- Relator(a)
- Ministro Reynaldo Soares da Fonseca
- Órgão julgador
- Quinta Turma
- Data do julgamento
- 23/10/2018
- Data de publicação
- 31/10/2018
STJ – Acórdão, Rel. Ministro Reynaldo Soares da Fonseca, Quinta Turma, j. 23/10/2018, p. 31/10/2018
RECURSO ORDINÁRIO EM HABEAS CORPUS. TRÁFICO DE DROGAS. PRISÃO PREVENTIVA. SENTENÇA SUPERVENIENTE. AUSÊNCIA DE NOVO TÍTULO. FUNDAMENTAÇÃO. PERICULOSIDADE (APREENSÃO DE 1.402,75 g DE MACONHA, BALANÇA DE PRECISÃO E ANOTAÇÃO DA CONTABILIDADE DO TRÁFICO). GRAVIDADE CONCRETA. RECURSO ORDINÁRIO IMPROVIDO. 1. Para a Quinta Turma desta Corte, a sentença condenatória que mantém a prisão cautelar do réu somente constitui novo título judicial se agregar novos fundamentos, com base no art. 312 do Código de Processo Penal, o que não se verifica na espécie. 2. Para a decretação da prisão preventiva é indispensável a demonstração da existência da prova da materialidade do crime e a presença de indícios suficientes da autoria.

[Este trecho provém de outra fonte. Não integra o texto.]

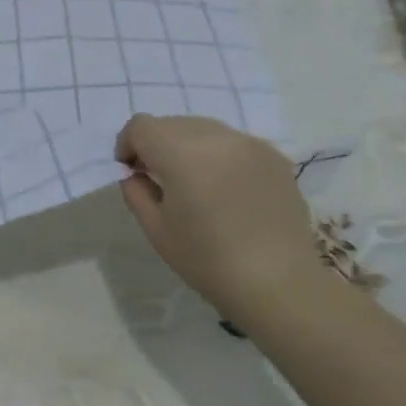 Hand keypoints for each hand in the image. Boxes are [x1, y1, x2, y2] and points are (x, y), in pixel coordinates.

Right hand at [114, 115, 330, 321]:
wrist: (278, 282)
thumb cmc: (207, 260)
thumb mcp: (156, 229)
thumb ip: (136, 192)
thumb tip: (135, 174)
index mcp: (181, 152)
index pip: (141, 126)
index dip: (127, 145)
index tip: (131, 172)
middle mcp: (216, 136)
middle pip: (173, 123)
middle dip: (157, 145)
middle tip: (158, 178)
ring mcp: (250, 143)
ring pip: (205, 130)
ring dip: (189, 147)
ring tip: (194, 184)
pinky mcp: (275, 156)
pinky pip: (234, 144)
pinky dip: (220, 156)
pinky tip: (226, 190)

Exige-se, mesmo que a decisão esteja pautada em lastro probatório, que se ajuste às hipóteses excepcionais da norma em abstrato (art. 312 do CPP), demonstrada, ainda, a imprescindibilidade da medida. Precedentes do STF e STJ. 3. Caso em que a segregação cautelar foi mantida pelo Tribunal impetrado em razão da periculosidade social do recorrente, evidenciada pelas circunstâncias concretas extraídas do flagrante, notadamente pela apreensão de expressiva quantidade droga, cerca de 1.402,75g de maconha, uma balança de precisão, material para embalar a droga e anotações da contabilidade do tráfico. Prisão preventiva mantida, nos termos do art. 312 do Código de Processo Penal Precedentes. 4. Recurso ordinário em habeas corpus a que se nega provimento. (RHC n. 97.665/MG, relator Ministro Reynaldo Soares da Fonseca, Quinta Turma, julgado em 23/10/2018, DJe de 31/10/2018.)